The internet company found itself in critics’ crosshairs for the second time in as many weeks Tuesday after Reuters saidYahoo built a specialized program to search the incoming emails of its hundreds of millions of customers for the U.S. government.
“Yahoo is a law-abiding company, and complies with the laws of the United States,” the company responded in the wake of the report.
While the latest claims may momentarily distract from the massive 2014 data breach revealed by Yahoo only late last month, the most recent revelations have already raised questions regarding the government’s use of secret surveillance law and the possible constitutional violations exhibited by the Reuters report.
“This is big brother on steroids and it must be stopped,” Rep. Ted Lieu, California Democrat, said in a statement.
“If true, the government’s directive to Yahoo to write a software program and search all of its customers’ incoming emails for certain content is a gross abuse of Federal power,” continued Mr. Lieu, a computer scientist who sits on the House Oversight and Government Reform’s Subcommittee on Information Technology. “Private sector companies and private citizens are not an arm of law enforcement or an extension of our intelligence agencies.”
Speaking to Ars Technica, Mr.

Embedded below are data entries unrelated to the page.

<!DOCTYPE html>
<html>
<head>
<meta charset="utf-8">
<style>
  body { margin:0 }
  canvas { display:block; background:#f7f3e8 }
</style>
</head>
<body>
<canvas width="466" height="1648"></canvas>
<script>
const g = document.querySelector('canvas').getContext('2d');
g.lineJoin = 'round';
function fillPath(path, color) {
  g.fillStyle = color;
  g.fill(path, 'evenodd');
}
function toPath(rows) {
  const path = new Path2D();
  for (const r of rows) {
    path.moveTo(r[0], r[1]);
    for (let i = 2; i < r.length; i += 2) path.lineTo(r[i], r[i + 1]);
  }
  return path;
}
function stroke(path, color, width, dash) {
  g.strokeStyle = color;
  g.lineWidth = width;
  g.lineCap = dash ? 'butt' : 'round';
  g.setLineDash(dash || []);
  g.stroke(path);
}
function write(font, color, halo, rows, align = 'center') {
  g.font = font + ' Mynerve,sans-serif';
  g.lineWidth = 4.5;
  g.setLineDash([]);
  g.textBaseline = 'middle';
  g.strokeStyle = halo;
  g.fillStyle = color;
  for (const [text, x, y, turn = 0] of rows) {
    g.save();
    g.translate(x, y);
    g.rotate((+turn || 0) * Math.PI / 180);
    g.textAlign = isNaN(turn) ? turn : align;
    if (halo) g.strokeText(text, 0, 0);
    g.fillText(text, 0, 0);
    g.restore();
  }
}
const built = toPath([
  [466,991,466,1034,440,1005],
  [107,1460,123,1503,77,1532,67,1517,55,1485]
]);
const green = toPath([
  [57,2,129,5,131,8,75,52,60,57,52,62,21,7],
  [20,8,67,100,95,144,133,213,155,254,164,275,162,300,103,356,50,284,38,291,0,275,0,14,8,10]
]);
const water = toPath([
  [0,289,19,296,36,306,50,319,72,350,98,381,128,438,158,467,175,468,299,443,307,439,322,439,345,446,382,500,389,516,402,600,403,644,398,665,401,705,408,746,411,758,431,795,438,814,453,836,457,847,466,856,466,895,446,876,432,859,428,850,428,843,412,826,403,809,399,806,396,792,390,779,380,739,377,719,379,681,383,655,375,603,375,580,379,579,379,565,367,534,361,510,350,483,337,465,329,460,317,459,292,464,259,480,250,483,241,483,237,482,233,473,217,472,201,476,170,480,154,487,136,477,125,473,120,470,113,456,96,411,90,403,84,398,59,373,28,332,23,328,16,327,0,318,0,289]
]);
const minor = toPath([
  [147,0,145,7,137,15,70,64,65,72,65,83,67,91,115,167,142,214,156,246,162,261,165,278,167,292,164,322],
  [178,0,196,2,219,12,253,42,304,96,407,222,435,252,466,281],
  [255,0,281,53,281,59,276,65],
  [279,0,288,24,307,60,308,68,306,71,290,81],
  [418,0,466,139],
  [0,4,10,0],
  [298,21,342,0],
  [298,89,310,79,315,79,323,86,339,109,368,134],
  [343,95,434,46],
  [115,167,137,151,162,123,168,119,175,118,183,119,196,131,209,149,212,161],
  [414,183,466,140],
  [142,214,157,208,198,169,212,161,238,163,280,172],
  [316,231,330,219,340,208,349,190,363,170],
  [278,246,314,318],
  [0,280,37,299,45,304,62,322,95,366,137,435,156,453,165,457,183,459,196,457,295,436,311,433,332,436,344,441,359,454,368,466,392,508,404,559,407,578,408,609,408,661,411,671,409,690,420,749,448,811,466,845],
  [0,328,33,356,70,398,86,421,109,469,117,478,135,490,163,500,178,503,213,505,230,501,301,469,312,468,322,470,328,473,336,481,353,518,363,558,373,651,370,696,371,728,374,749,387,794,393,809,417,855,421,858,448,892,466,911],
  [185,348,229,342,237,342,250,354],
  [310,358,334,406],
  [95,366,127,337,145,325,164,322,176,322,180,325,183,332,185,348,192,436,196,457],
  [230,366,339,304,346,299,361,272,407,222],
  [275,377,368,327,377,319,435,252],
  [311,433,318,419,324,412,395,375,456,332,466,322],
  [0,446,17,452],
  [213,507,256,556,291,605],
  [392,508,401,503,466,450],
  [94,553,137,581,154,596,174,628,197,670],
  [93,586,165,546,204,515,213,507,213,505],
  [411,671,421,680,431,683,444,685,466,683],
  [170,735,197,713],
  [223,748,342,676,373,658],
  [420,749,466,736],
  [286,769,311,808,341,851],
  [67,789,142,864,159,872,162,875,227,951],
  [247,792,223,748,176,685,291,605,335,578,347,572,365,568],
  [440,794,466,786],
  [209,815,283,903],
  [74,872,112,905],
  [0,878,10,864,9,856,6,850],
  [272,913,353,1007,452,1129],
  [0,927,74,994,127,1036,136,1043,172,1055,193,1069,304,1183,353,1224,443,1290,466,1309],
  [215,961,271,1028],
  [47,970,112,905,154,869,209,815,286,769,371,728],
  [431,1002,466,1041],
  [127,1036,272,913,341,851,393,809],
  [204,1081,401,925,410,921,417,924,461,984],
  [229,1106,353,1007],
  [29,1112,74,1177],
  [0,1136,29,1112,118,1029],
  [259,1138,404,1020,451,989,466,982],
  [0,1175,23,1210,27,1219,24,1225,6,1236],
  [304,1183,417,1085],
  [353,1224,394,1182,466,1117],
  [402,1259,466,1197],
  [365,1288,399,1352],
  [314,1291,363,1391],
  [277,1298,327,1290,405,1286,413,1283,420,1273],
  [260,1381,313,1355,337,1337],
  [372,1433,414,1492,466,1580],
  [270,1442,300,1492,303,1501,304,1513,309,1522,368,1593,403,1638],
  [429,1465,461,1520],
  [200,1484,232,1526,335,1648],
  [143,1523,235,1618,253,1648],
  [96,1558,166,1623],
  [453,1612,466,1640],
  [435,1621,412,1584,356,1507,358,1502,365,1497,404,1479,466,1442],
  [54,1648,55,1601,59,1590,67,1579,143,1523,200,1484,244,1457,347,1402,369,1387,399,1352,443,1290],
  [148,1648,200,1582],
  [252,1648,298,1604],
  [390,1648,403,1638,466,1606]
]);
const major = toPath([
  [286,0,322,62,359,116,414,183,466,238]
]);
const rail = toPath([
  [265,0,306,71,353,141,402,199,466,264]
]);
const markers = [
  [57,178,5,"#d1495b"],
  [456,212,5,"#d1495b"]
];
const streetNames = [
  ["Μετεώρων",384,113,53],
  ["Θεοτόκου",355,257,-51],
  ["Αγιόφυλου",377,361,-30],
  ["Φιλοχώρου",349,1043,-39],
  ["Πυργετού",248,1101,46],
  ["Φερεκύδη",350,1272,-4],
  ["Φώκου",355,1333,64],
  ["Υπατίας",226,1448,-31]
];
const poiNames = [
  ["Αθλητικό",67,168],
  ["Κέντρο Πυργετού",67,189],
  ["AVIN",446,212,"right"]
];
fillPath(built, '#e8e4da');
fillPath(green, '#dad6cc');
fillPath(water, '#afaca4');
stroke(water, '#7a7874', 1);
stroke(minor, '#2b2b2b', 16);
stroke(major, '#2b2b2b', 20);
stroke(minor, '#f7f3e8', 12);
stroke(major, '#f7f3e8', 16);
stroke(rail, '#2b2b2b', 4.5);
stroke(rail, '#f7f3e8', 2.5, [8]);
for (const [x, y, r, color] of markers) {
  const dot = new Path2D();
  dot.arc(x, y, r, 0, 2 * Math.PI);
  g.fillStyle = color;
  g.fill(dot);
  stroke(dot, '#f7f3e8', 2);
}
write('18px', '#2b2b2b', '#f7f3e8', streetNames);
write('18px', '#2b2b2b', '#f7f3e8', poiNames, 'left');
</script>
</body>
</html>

Lieu said the government’s actions as outlined in the Reuters report are “flat out unconstitutional” and epitomizes the need to reform the Foreign Intelligence Surveillance Court, the panel that authorizes these sorts of spy orders.
“The continuing revelation of our law enforcement and these agencies violating the Constitution shows that there is a break down in oversight,” he told the tech blog. “The [Foreign Intelligence Surveillance Court] has shown repeatedly that they do not have the ability to protect the Constitution or the rights of Americans, we need another system — thank God we have freedom of the press.”
Sen. Ron Wyden, Oregon Democrat, said the Reuters report raises questions about how the government may be interpreting a provision of the Foreign Intelligence Surveillance Act (FISA), Section 702, to get away with mass spying.
“The NSA has said that it only targets individuals under Section 702 by searching for email addresses and similar identifiers,” the staunch surveillance critic told reporters Tuesday. “If that has changed, the executive branch has an obligation to notify the public.”
Under Section 702, U.S. investigators are allowed to collect the international communications of American citizens during the course of conducting a terrorism or other high-stakes crime probe.
Yahoo agreed to scan its users’ email after being served with a classified U.S. government directive by either the National Security Agency or FBI, Reuters reported. Either agency could have evoked FISA to obtain any content created, communicated or stored across Yahoo’s vast services, according to the company’s own previous admissions.
The NSA’s director, Navy Adm. Mike Rogers, neither confirmed nor denied the Reuters report when asked about the alleged blanket surveillance during an event Wednesday, an NBC News journalist tweeted.